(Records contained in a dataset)

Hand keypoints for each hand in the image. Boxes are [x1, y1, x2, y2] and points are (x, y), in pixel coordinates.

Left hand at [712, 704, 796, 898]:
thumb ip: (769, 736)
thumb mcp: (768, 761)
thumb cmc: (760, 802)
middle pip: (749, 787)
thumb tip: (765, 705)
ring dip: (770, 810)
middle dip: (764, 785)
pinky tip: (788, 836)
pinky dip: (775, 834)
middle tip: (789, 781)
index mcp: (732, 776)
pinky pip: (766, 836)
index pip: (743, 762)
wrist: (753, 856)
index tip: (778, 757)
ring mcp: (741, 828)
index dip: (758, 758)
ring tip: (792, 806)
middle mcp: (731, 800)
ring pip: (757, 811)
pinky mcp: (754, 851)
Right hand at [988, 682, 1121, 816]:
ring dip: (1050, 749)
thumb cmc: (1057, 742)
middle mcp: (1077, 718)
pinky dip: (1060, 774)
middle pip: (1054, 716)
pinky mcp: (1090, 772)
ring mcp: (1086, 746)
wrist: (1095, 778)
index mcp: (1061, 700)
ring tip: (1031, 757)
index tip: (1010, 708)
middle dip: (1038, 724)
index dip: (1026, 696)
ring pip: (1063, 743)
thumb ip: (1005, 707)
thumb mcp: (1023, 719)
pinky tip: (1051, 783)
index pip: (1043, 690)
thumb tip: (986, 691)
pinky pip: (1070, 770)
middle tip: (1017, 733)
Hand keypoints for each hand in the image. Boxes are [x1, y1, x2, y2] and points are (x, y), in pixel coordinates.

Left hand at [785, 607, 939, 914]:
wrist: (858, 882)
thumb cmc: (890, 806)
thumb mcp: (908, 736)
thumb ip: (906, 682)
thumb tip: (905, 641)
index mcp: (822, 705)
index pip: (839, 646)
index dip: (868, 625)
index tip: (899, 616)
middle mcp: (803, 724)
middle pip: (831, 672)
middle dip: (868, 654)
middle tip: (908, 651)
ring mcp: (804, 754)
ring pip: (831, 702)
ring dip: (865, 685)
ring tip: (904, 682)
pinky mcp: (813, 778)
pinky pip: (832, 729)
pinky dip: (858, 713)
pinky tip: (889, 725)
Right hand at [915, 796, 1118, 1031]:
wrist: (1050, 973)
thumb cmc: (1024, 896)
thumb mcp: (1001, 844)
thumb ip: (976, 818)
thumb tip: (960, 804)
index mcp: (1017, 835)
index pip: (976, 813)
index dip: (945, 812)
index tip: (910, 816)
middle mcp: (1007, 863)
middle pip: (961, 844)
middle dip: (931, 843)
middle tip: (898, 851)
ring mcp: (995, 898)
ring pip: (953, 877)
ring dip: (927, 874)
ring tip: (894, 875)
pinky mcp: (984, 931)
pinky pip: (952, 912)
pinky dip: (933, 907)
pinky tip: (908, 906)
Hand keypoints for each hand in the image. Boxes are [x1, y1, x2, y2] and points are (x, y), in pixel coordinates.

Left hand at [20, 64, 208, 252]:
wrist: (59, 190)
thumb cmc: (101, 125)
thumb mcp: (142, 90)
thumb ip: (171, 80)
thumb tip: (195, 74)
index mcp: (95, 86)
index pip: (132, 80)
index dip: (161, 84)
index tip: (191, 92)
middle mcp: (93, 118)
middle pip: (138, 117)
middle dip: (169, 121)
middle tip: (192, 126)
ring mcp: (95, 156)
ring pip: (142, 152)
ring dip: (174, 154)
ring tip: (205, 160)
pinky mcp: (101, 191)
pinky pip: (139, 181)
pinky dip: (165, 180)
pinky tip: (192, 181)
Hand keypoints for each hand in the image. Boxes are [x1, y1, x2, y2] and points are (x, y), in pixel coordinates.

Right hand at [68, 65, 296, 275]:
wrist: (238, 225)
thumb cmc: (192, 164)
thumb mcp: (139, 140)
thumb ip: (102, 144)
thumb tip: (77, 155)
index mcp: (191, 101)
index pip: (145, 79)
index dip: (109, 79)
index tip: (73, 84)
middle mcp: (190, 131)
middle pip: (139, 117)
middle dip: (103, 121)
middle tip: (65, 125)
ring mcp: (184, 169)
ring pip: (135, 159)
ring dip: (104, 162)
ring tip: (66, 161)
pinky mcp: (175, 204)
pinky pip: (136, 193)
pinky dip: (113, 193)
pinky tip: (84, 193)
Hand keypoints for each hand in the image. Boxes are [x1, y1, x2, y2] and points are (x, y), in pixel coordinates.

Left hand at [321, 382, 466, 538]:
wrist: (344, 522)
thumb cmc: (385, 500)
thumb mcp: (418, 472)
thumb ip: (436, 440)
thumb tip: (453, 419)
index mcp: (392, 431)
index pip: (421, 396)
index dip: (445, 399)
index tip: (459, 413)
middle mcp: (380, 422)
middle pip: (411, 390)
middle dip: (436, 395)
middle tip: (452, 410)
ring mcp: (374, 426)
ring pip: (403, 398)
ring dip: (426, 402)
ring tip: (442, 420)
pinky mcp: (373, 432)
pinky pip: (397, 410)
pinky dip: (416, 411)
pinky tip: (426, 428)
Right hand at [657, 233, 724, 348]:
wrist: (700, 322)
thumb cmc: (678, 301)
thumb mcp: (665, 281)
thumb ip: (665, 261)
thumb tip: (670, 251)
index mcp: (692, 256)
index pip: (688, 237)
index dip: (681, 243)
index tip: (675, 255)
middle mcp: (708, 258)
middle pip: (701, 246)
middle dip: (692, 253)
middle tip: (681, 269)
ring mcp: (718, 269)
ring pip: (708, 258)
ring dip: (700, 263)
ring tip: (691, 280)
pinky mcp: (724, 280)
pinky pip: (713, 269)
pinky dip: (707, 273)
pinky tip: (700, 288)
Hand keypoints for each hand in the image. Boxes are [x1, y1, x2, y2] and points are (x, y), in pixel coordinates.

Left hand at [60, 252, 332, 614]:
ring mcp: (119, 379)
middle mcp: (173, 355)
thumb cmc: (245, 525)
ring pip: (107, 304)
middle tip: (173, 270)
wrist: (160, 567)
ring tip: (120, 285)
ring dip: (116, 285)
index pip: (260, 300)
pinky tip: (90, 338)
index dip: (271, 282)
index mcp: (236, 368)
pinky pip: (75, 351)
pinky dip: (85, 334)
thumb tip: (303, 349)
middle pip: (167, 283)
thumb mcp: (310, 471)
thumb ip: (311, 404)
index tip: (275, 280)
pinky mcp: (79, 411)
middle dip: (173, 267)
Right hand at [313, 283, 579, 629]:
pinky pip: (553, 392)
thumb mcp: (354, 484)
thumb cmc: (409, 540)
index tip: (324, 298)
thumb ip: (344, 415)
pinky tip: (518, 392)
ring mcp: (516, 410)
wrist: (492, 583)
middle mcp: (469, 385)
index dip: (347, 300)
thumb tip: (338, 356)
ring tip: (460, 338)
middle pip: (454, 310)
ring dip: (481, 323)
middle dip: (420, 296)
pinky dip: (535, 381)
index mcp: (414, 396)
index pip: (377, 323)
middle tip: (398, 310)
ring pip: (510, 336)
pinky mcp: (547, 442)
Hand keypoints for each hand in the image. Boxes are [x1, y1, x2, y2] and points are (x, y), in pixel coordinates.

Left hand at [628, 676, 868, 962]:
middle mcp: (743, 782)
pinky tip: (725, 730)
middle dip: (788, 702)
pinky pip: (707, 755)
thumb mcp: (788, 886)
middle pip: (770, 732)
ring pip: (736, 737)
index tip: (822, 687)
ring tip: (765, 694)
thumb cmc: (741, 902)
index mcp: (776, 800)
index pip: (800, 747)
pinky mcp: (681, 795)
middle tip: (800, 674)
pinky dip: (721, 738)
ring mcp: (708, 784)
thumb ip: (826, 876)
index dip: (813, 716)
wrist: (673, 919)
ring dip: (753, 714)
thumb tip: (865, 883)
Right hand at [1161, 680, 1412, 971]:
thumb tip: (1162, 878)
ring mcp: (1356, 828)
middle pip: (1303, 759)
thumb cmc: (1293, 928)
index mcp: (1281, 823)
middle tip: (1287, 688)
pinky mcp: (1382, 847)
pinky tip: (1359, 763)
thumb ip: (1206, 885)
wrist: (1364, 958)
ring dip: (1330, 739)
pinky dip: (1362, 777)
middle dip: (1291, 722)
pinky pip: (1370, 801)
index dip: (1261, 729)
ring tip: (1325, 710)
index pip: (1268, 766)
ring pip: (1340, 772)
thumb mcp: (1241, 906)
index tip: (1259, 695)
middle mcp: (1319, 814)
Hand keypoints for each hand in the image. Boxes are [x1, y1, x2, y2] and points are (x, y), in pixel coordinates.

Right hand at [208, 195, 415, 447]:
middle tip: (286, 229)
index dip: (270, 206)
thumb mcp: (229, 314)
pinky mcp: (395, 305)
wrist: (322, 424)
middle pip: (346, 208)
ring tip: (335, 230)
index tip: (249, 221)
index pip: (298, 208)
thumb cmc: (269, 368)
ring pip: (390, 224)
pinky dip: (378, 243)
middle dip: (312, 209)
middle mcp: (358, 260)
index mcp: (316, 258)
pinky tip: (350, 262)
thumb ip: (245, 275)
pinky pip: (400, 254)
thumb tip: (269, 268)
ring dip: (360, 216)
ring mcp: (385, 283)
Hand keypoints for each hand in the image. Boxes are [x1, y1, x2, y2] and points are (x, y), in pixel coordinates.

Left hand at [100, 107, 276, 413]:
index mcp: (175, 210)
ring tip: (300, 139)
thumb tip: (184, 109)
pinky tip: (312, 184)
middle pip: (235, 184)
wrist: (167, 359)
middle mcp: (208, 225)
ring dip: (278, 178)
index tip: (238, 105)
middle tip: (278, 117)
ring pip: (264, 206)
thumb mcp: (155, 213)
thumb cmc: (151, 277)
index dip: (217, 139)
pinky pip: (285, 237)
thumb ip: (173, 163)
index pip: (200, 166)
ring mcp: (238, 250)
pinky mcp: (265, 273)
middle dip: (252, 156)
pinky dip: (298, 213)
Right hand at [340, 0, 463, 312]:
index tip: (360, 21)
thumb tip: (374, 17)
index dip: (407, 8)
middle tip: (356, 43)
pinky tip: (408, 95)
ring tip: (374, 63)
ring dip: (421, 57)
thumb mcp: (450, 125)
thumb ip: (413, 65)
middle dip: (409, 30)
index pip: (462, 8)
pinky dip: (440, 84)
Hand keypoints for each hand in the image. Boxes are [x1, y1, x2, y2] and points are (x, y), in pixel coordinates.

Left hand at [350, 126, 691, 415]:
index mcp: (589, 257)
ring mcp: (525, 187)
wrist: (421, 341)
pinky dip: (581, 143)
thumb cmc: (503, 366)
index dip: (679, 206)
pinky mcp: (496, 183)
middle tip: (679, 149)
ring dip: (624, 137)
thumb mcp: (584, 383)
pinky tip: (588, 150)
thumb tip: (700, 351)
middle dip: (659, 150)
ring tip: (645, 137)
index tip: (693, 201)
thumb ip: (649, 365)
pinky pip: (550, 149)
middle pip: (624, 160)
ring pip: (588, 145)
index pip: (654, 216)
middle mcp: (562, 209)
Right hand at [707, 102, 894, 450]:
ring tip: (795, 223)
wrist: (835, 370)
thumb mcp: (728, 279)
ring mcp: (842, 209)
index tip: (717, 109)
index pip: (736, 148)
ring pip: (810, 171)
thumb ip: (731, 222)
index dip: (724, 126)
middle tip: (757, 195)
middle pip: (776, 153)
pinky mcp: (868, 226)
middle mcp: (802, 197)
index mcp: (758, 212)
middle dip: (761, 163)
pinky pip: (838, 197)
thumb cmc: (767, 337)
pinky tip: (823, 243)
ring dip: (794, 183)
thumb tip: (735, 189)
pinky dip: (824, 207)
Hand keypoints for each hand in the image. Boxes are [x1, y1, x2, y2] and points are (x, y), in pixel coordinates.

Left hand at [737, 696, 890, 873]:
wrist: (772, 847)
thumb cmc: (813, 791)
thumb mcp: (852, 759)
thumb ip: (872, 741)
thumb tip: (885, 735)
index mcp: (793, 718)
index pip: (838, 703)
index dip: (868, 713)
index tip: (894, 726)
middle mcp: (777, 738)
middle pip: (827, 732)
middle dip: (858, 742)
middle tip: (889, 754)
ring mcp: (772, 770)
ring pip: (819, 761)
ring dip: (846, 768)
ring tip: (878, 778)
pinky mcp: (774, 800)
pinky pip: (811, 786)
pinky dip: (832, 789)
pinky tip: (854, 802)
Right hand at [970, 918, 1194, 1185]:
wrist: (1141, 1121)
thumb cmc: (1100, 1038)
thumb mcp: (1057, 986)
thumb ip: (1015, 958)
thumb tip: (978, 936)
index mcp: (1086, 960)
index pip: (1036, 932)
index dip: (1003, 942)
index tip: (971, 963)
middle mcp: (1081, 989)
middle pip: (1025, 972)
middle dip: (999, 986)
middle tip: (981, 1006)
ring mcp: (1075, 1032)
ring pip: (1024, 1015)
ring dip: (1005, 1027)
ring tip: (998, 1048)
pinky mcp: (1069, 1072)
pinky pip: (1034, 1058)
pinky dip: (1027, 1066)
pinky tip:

TASK DETAILS –
Exactly as they stand in the records above, print the lines from the one containing "pinky mcp: (774, 800)" through the final line, inclusive.

SOLUTION FOR THIS EXERCISE –
pinky mcp: (774, 800)
pinky pip: (811, 786)
pinky dip: (832, 789)
pinky tip: (854, 802)
Right hand at [970, 918, 1194, 1185]:
wrist: (1141, 1121)
thumb cmc: (1100, 1038)
thumb mcp: (1057, 986)
thumb ip: (1015, 958)
thumb tip: (978, 936)
index mcp: (1086, 960)
index pip: (1036, 932)
index dip: (1003, 942)
index tip: (971, 963)
middle mcp: (1081, 989)
middle pip: (1025, 972)
middle dip: (999, 986)
middle tip: (981, 1006)
ring mcp: (1075, 1032)
ring pip: (1024, 1015)
ring dip: (1005, 1027)
ring tip: (998, 1048)
pinky mcp: (1069, 1072)
pinky pip: (1034, 1058)
pinky dip: (1027, 1066)
pinky tip:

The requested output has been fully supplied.